L’allontanamento dai Settori di appartenenza e competenza di dipendenti comunali, con l’avvicendamento degli stessi con altri dipendenti privi di idonea esperienza in tali settori, per loro stessa ammissione, denota una gestione della macchina organizzativa comunale approssimativa, superficiale, disastrosa ed a questo punto preoccupante. Lascia sconcertati il fatto che un Segretario Comunale debba mettere su carta quali sono i suoi compiti e quelli di un amministratore pubblico, specificando a chi spetta l’attività di controllo sulla legittimità e correttezza degli atti, dichiarando letteralmente ” Io non farò mai il vostro coperchio”. Tutto ciò è gravissimo, in quanto si legge a chiari lettere in queste parole e nelle righe dell’intera nota un vero e proprio attacco alla democrazia e alle Istituzioni ( rappresentate dal Segretario Generale in questa fattispecie) con delle intimidazioni e minacce subite come si evince dalla nota stessa. Appare evidente, così come esposto con una chiarezza disarmante dalla Dr.ssa Perongini, che in questi mesi si sono consumati una serie di illegittimità che dovranno a questo punto essere verificate ed accertate dagli organi competenti. Purtroppo è la città di Pagani, che ancora una volta dovrà pagare per questo scempio amministrativo. Siamo stati lungimiranti, quando sin dal primo Consiglio Comunale, abbiamo posto l’attenzione sulla legittimità degli atti e sulla regolarità degli stessi, in quanto troppo spesso ci siamo trovati davanti a delibere ( quando ci veniva concessa quelle pochissime volte la possibilità di prendere visione degli atti in tempo utile) prive di pareri, oppure con pareri sfavorevoli, di dirigenti comunali e revisori dei conti.
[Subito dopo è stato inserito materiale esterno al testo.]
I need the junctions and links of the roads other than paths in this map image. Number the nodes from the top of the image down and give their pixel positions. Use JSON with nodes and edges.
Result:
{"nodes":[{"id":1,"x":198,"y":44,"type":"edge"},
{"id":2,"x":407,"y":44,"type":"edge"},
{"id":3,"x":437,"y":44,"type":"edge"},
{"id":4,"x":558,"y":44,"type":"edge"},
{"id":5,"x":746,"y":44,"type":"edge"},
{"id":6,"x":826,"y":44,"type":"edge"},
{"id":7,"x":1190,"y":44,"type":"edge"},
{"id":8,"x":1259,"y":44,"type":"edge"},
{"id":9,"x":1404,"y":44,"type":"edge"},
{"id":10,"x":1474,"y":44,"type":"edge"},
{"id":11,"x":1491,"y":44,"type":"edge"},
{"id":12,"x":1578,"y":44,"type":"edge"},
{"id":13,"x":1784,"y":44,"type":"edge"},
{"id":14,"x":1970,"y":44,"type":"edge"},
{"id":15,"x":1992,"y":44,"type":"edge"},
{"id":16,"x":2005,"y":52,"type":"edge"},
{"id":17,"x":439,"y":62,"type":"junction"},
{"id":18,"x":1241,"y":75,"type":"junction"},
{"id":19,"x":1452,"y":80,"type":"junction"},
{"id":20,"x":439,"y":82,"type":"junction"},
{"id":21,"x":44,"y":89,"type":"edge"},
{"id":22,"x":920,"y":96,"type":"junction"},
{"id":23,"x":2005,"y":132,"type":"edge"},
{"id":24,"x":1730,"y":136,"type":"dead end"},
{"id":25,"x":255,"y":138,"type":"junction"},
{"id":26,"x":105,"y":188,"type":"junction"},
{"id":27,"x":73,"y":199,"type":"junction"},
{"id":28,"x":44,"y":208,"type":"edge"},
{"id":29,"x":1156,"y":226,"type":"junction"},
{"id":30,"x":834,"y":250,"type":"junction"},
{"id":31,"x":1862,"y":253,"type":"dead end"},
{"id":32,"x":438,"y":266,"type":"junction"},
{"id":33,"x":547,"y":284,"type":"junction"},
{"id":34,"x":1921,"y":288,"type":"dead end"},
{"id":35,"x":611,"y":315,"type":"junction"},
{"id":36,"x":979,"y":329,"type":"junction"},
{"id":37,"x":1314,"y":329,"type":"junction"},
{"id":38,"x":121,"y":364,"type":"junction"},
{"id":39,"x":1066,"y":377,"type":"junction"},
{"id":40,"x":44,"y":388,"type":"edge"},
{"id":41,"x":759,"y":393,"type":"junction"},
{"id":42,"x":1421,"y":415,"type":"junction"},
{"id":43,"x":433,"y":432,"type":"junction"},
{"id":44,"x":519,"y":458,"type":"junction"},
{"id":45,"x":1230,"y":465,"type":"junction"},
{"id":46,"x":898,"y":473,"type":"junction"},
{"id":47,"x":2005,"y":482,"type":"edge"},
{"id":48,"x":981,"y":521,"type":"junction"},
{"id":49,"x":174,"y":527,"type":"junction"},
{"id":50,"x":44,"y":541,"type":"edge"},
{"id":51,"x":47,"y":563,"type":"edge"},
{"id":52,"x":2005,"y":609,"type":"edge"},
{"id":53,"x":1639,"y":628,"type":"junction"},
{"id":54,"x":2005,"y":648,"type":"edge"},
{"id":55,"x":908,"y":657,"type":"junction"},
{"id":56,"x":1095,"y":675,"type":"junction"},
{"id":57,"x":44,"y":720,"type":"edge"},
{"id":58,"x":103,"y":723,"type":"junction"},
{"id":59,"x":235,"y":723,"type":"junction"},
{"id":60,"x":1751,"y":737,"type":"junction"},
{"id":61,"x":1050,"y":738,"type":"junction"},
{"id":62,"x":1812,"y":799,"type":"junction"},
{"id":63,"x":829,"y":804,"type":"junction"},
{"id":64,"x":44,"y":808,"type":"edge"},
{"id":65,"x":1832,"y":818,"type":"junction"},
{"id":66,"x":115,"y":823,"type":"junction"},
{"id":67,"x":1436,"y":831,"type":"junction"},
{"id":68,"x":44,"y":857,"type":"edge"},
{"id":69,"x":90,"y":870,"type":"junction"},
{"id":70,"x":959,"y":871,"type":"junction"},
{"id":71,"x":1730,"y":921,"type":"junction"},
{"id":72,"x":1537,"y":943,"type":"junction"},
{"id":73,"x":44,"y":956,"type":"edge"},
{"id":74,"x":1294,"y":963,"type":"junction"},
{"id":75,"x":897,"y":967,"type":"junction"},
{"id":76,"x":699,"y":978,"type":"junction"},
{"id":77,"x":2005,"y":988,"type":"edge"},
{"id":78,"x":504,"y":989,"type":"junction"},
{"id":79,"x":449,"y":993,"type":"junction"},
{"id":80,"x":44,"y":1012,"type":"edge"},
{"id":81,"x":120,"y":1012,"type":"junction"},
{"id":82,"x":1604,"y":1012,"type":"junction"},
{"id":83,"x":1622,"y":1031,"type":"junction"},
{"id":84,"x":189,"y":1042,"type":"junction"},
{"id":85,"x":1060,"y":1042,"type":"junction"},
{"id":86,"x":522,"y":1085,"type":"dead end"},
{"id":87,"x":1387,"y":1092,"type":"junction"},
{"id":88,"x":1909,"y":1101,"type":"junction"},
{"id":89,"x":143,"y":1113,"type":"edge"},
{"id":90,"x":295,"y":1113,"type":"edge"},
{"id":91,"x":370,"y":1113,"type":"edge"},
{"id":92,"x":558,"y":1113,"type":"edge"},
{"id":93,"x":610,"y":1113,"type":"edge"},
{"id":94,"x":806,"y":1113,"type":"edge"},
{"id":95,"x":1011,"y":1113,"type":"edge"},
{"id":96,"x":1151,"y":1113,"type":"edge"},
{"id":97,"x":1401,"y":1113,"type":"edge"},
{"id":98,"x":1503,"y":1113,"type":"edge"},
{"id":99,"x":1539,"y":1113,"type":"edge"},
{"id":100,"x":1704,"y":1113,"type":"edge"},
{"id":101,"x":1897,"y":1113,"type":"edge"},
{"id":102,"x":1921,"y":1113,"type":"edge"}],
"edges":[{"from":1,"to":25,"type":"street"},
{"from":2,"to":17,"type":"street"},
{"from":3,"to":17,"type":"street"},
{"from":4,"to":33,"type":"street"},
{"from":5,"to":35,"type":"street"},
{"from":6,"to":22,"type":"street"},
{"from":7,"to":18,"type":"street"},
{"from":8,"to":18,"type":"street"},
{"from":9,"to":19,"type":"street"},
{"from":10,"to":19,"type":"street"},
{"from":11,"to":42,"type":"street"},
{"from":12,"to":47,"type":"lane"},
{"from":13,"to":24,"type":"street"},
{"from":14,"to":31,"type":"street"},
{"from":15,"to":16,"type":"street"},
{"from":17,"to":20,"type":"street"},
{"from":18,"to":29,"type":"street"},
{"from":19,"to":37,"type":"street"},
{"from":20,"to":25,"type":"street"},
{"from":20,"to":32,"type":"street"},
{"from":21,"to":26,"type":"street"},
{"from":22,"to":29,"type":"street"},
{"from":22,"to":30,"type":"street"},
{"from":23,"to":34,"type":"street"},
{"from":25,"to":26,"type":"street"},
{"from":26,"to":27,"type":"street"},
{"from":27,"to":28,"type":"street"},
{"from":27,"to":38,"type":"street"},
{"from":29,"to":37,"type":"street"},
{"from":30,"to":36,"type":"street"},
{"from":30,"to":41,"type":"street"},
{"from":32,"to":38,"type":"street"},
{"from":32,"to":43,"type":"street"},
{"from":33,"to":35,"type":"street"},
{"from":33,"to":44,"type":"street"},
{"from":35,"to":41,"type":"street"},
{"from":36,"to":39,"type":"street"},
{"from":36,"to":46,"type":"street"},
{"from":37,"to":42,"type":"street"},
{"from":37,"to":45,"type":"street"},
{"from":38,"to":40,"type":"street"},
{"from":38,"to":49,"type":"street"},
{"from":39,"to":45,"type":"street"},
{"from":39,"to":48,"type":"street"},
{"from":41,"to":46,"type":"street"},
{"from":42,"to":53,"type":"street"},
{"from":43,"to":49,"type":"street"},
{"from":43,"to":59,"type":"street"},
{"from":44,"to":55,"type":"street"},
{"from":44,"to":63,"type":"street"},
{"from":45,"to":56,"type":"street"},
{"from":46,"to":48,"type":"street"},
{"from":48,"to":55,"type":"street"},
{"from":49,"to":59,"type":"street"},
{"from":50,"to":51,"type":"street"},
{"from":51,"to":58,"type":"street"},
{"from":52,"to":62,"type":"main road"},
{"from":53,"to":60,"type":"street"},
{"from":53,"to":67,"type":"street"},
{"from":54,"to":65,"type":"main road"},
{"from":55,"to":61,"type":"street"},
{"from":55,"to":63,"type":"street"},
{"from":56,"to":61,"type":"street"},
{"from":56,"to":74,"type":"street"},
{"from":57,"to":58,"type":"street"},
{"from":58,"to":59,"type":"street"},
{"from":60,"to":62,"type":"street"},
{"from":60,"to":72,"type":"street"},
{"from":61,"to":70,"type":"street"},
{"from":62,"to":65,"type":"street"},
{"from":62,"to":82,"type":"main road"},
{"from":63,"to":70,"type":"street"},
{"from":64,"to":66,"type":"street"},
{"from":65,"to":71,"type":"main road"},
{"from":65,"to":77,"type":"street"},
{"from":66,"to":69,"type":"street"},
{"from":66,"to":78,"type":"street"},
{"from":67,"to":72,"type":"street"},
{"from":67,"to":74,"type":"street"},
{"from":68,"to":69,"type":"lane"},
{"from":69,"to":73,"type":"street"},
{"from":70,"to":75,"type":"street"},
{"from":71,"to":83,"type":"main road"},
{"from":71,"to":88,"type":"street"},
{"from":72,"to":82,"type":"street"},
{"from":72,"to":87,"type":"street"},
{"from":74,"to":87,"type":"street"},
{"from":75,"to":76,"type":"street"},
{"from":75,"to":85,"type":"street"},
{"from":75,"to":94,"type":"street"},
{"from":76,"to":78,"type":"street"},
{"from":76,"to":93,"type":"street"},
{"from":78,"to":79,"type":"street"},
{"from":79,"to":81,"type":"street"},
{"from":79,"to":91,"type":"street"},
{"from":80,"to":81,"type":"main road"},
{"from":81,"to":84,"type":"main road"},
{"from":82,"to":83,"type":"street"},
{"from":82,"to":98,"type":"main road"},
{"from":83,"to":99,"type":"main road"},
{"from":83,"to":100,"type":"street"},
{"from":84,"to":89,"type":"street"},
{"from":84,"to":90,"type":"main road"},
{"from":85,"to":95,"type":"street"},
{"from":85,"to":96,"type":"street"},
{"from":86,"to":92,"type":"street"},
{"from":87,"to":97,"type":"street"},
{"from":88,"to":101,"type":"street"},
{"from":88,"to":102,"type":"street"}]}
Abbiamo avuto il “coraggio” di non tacere, a difesa dei valori di libertà, democrazia, lealtà e trasparenza, che da sempre ci contraddistinguono, in un clima da “arena” presente nei vari consigli show di bassissimo livello, sottoposti ad epiteti, offese, intimidazioni e minacce da parte di “tifosi” di chi ha nuovamente mortificato l’immagine della nostra città. Pertanto alla luce di quanto innanzi esposto, in considerazione anche del fatto che questi “amministratori” hanno avuto fin dal primo Consiglio Comunale atteggiamenti irriguardosi, irrispettosi e di prepotenza nei confronti dei Segretari Comunali iniziando con quel vergognoso atteggiamento tenuto nei confronti dell’allora Segretario Comunale Dr.Francesco Carbutti, chiediamo alla Prefettura di Salerno di intervenire concretamente, alla Procura della Corte dei Conti, all’ANAC e alla Procura della Repubblica di interessarsi celermente su tale questione, accertando eventuali responsabilità contabili e non, con l’invio nella nostra città di un Commissario straordinario al fine di garantire anche lo svolgimento delle elezioni comunali della primavera 2020 in un clima di normalità a garanzia del rispetto delle Leggi”.